Cronos no se detiene

15 Jun 2018 Por Nora Jabif

> ANÁLISIS

Corrían los primeros días del mes de junio de 1975. Me recuerdo, a la hoy eterna distancia, como esa adolescente que acababa de despedir a un amor en el aeropuerto israelí, y que volvía a su Argentina natal con mamá y papá, previo paso por Europa. Tanto en la elegante Vía Veneto romana como en el Paseo de la Castellana madrileño, el gamulán, el anorak y las inconfundibles zapatillas de cuero “con las tres tiras” eran seña de identidad de los numerosos argentinos que disfrutaban de la bella Europa. “Tenés desatada la zapatilla”, era la clave para saludar al coterráneo, cuando el Viejo Continente todavía era una aventura allende los mares. Sin embargo, aunque internet y la información al instante eran todavía ciencia ficción, con el saludo llegaba un “¿sabés que el dólar se está yendo a las nubes?”. Era el rumor que el 4 de junio sería noticia. El dólar trepaba de $ 10 a $ 26. La historia lo ha etiquetado como “el rodrigazo”. Era apenas un dato del ajuste que llevaba la firma de Celestino Rodrigo, entonces ministro de Economía de “Isabel” Martínez de Perón, que propició la fenomenal devaluación que luego derivaría en los años negros de nuestra Argentina. Esas imágenes me llegan cuando, en esta larga vigilia, escucho por la radio que un enviado al Mundial de Rusia recrea ese diálogo con los argentinos que deambulan por la Plaza Roja, a la espera del ritual iniciático de la pelota echando a rodar. “la gente está usando el débito, para que el impacto al volver no sea tan intenso”, comenta el colega.  

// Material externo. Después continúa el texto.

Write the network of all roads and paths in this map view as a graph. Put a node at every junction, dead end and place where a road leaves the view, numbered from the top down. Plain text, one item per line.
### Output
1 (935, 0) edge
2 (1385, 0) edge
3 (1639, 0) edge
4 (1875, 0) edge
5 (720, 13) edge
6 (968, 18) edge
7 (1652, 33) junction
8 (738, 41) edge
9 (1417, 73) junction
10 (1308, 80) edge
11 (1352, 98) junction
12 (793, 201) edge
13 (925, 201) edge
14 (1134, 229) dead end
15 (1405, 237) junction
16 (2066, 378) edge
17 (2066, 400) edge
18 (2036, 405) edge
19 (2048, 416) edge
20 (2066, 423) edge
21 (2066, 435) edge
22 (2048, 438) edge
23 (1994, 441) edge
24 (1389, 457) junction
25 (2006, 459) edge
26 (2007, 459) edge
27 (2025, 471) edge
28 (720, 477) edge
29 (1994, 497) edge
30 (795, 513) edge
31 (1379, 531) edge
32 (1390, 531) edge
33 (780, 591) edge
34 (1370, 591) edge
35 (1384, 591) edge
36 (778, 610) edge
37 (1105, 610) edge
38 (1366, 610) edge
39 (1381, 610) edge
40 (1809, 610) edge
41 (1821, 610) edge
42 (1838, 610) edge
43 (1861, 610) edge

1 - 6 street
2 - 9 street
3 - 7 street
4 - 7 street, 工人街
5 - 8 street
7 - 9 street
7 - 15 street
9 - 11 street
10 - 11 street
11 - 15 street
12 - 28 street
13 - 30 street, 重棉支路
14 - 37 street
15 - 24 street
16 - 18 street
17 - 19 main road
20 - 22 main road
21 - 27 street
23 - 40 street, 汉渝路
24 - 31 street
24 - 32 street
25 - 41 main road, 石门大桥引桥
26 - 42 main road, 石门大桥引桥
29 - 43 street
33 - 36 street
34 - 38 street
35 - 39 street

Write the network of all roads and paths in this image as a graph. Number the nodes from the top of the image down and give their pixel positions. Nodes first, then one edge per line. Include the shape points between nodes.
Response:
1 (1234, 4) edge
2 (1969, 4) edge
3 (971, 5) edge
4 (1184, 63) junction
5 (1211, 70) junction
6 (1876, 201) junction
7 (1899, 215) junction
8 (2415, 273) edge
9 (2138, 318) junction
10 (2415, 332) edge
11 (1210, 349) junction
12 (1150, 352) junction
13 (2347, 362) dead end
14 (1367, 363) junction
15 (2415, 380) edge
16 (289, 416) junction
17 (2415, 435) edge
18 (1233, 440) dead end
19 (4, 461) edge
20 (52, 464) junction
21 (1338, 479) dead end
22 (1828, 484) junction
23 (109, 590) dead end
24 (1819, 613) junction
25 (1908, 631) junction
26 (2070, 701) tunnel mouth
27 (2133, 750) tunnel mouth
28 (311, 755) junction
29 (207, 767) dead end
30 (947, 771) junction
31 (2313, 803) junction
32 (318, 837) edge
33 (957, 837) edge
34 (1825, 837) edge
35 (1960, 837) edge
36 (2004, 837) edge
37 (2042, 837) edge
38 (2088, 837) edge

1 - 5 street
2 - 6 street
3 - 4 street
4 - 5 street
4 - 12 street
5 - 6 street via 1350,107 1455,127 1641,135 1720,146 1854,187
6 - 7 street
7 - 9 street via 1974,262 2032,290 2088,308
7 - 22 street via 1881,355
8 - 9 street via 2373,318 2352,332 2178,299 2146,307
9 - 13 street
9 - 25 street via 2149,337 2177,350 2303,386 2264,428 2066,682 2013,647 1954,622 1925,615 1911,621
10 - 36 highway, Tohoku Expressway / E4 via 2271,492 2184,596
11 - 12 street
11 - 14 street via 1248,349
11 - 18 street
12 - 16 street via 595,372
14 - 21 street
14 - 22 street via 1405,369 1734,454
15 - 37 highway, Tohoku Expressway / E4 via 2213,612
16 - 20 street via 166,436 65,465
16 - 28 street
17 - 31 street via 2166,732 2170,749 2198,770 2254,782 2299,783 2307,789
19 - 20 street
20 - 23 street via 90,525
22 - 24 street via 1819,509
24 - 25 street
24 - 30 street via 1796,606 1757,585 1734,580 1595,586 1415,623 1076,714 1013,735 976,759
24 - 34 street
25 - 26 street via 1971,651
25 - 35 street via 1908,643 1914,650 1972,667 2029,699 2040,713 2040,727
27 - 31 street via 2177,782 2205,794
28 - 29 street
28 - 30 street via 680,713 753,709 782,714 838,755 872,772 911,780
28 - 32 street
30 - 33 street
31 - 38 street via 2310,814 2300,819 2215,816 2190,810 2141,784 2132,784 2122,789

Parece el mito del eterno retorno, 43 años después. Pero hay señales de que se ha roto la circularidad del tiempo: en esta Argentina desvelada del 14 de junio de 2018, el debate por la despenalización del aborto mueve las agujas de Cronos. Como las movieron, desde que volvió la democracia, el debate por la ley de divorcio durante la presidencia de Raúl Alfonsín ( chapeau para la incansable radical Florentina Gómez Miranda) o el del matrimonio igualitario durante el kirchnerismo. O la ley de cupo femenino, tanto en el orden provincial como en el nacional; o, más cerca en el tiempo, las leyes contra la violencia de género.

Leyes, todas, que nos están indicando que lo que históricamente fueron “cuestiones privadas” ahora son razones de Estado, cuestiones de índole pública, y no por un empoderamiento caprichoso de las mujeres, sino por el reacomodamiento de este siglo XXI signado por la ampliación de derechos, y por la irrupción de esa agenda en el debate público y político.  

Un debate encendido, aunque la realidad excede el término. Visceralidad que refleja que lo que se está discutiendo son leyes con rostro humano, leyes en las que pone el cuerpo. Esa lupa sobre cuestiones que históricamente existieron en sordina es lo que cuenta, al margen del resultado final del debate acerca de la despenalización del aborto: es la señal de que Cronos sigue su curso.